RECORD SET:
□ □ □ □ □ □ □

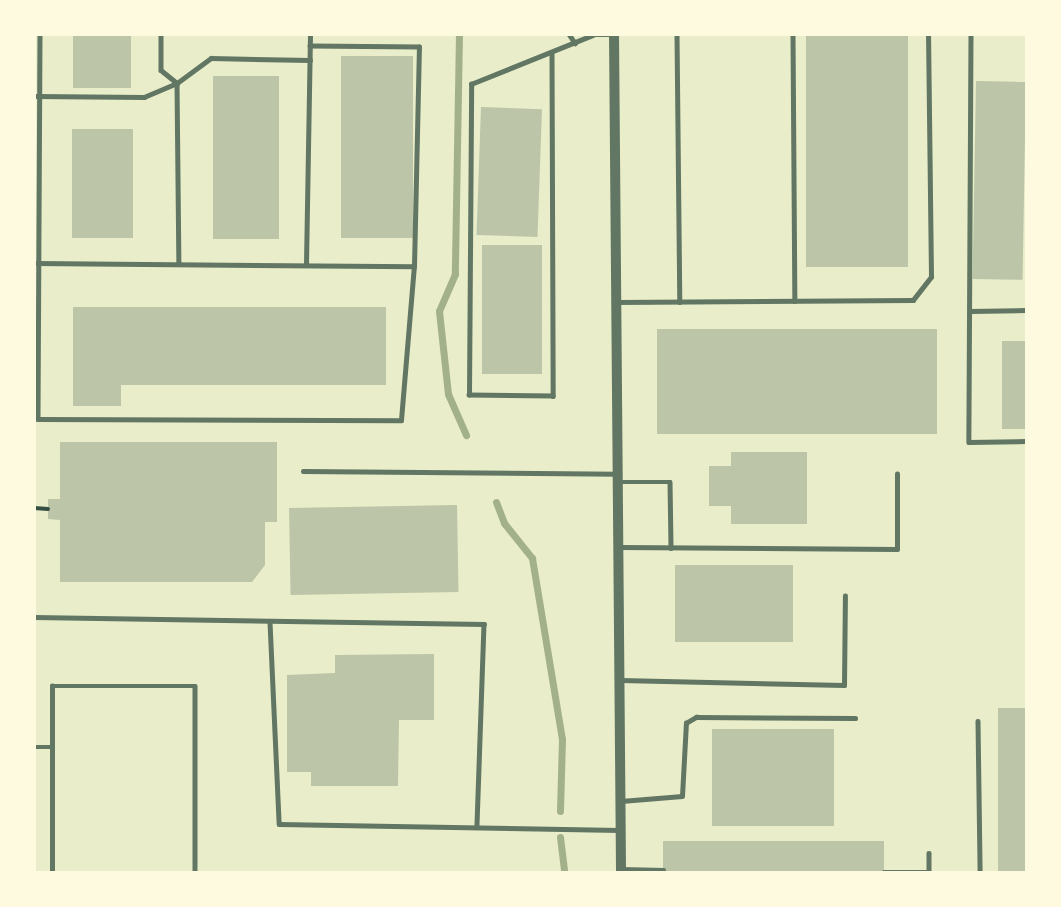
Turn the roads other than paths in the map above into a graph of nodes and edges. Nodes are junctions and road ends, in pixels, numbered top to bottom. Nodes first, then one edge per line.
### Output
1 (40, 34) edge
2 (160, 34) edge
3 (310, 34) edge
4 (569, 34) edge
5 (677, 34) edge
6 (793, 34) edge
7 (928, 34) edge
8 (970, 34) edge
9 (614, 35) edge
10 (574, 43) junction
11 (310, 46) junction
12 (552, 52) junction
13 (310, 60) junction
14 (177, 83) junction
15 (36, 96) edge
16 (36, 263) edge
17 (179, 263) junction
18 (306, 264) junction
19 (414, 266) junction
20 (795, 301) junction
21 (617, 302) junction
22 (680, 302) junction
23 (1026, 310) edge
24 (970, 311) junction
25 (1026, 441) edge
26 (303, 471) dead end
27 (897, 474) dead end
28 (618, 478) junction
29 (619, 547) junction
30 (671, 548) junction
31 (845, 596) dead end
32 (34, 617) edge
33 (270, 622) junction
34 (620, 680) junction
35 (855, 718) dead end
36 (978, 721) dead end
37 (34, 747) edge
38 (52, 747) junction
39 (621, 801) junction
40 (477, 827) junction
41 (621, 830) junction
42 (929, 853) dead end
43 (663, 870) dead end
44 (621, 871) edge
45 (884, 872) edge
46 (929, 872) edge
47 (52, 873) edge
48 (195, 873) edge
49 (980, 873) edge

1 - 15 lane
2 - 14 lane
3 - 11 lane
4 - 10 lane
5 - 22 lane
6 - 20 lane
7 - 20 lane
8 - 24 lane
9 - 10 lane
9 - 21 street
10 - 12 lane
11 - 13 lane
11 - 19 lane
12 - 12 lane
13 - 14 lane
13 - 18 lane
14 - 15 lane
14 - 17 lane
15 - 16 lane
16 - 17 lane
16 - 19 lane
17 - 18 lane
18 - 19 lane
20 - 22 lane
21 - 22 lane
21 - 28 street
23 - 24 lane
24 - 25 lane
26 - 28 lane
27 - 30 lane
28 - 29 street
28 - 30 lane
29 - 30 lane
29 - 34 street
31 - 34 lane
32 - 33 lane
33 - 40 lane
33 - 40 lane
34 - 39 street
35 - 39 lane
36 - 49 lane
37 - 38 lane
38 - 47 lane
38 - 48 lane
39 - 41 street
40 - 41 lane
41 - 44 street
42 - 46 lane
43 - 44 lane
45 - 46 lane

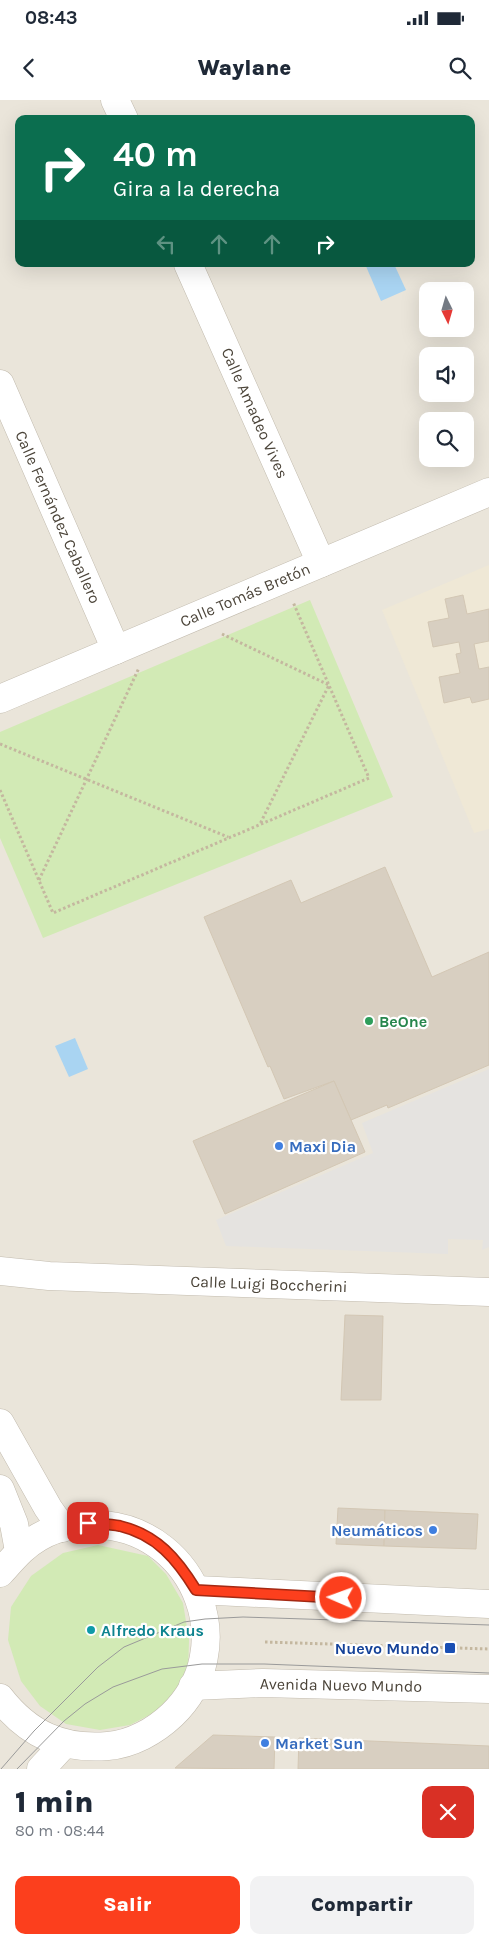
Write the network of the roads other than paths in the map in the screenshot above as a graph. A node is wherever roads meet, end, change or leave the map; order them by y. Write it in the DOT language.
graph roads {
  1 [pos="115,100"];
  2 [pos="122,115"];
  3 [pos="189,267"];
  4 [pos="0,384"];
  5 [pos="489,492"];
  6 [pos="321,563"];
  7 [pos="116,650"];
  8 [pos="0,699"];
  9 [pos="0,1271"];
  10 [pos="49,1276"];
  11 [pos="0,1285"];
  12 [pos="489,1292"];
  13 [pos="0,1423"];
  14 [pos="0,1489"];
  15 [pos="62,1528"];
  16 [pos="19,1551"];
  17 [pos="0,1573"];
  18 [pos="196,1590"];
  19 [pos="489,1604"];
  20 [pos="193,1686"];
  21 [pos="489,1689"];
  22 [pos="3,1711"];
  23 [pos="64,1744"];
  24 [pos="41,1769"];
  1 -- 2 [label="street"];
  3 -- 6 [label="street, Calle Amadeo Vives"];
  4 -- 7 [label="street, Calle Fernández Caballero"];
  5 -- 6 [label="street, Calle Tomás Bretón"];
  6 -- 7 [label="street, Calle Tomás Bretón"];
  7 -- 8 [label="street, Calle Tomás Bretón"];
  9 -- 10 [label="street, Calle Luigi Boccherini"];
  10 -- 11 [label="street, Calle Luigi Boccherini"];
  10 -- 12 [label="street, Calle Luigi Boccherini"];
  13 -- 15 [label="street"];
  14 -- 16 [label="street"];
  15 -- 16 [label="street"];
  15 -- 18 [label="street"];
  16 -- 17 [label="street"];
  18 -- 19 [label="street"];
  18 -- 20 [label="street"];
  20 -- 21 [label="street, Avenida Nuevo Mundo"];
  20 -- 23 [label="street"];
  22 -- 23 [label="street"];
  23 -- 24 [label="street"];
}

□ □ □ □ □ □ □

WHAT TO DO:
Nothing but the text of the listing should be set down, exactly, with the pictures left behind.

WRITTEN ANSWER:
Turn the roads other than paths in the map above into a graph of nodes and edges. Nodes are junctions and road ends, in pixels, numbered top to bottom. Nodes first, then one edge per line.
### Output
1 (40, 34) edge
2 (160, 34) edge
3 (310, 34) edge
4 (569, 34) edge
5 (677, 34) edge
6 (793, 34) edge
7 (928, 34) edge
8 (970, 34) edge
9 (614, 35) edge
10 (574, 43) junction
11 (310, 46) junction
12 (552, 52) junction
13 (310, 60) junction
14 (177, 83) junction
15 (36, 96) edge
16 (36, 263) edge
17 (179, 263) junction
18 (306, 264) junction
19 (414, 266) junction
20 (795, 301) junction
21 (617, 302) junction
22 (680, 302) junction
23 (1026, 310) edge
24 (970, 311) junction
25 (1026, 441) edge
26 (303, 471) dead end
27 (897, 474) dead end
28 (618, 478) junction
29 (619, 547) junction
30 (671, 548) junction
31 (845, 596) dead end
32 (34, 617) edge
33 (270, 622) junction
34 (620, 680) junction
35 (855, 718) dead end
36 (978, 721) dead end
37 (34, 747) edge
38 (52, 747) junction
39 (621, 801) junction
40 (477, 827) junction
41 (621, 830) junction
42 (929, 853) dead end
43 (663, 870) dead end
44 (621, 871) edge
45 (884, 872) edge
46 (929, 872) edge
47 (52, 873) edge
48 (195, 873) edge
49 (980, 873) edge

1 - 15 lane
2 - 14 lane
3 - 11 lane
4 - 10 lane
5 - 22 lane
6 - 20 lane
7 - 20 lane
8 - 24 lane
9 - 10 lane
9 - 21 street
10 - 12 lane
11 - 13 lane
11 - 19 lane
12 - 12 lane
13 - 14 lane
13 - 18 lane
14 - 15 lane
14 - 17 lane
15 - 16 lane
16 - 17 lane
16 - 19 lane
17 - 18 lane
18 - 19 lane
20 - 22 lane
21 - 22 lane
21 - 28 street
23 - 24 lane
24 - 25 lane
26 - 28 lane
27 - 30 lane
28 - 29 street
28 - 30 lane
29 - 30 lane
29 - 34 street
31 - 34 lane
32 - 33 lane
33 - 40 lane
33 - 40 lane
34 - 39 street
35 - 39 lane
36 - 49 lane
37 - 38 lane
38 - 47 lane
38 - 48 lane
39 - 41 street
40 - 41 lane
41 - 44 street
42 - 46 lane
43 - 44 lane
45 - 46 lane

Write the network of the roads other than paths in the map in the screenshot above as a graph. A node is wherever roads meet, end, change or leave the map; order them by y. Write it in the DOT language.
graph roads {
  1 [pos="115,100"];
  2 [pos="122,115"];
  3 [pos="189,267"];
  4 [pos="0,384"];
  5 [pos="489,492"];
  6 [pos="321,563"];
  7 [pos="116,650"];
  8 [pos="0,699"];
  9 [pos="0,1271"];
  10 [pos="49,1276"];
  11 [pos="0,1285"];
  12 [pos="489,1292"];
  13 [pos="0,1423"];
  14 [pos="0,1489"];
  15 [pos="62,1528"];
  16 [pos="19,1551"];
  17 [pos="0,1573"];
  18 [pos="196,1590"];
  19 [pos="489,1604"];
  20 [pos="193,1686"];
  21 [pos="489,1689"];
  22 [pos="3,1711"];
  23 [pos="64,1744"];
  24 [pos="41,1769"];
  1 -- 2 [label="street"];
  3 -- 6 [label="street, Calle Amadeo Vives"];
  4 -- 7 [label="street, Calle Fernández Caballero"];
  5 -- 6 [label="street, Calle Tomás Bretón"];
  6 -- 7 [label="street, Calle Tomás Bretón"];
  7 -- 8 [label="street, Calle Tomás Bretón"];
  9 -- 10 [label="street, Calle Luigi Boccherini"];
  10 -- 11 [label="street, Calle Luigi Boccherini"];
  10 -- 12 [label="street, Calle Luigi Boccherini"];
  13 -- 15 [label="street"];
  14 -- 16 [label="street"];
  15 -- 16 [label="street"];
  15 -- 18 [label="street"];
  16 -- 17 [label="street"];
  18 -- 19 [label="street"];
  18 -- 20 [label="street"];
  20 -- 21 [label="street, Avenida Nuevo Mundo"];
  20 -- 23 [label="street"];
  22 -- 23 [label="street"];
  23 -- 24 [label="street"];
}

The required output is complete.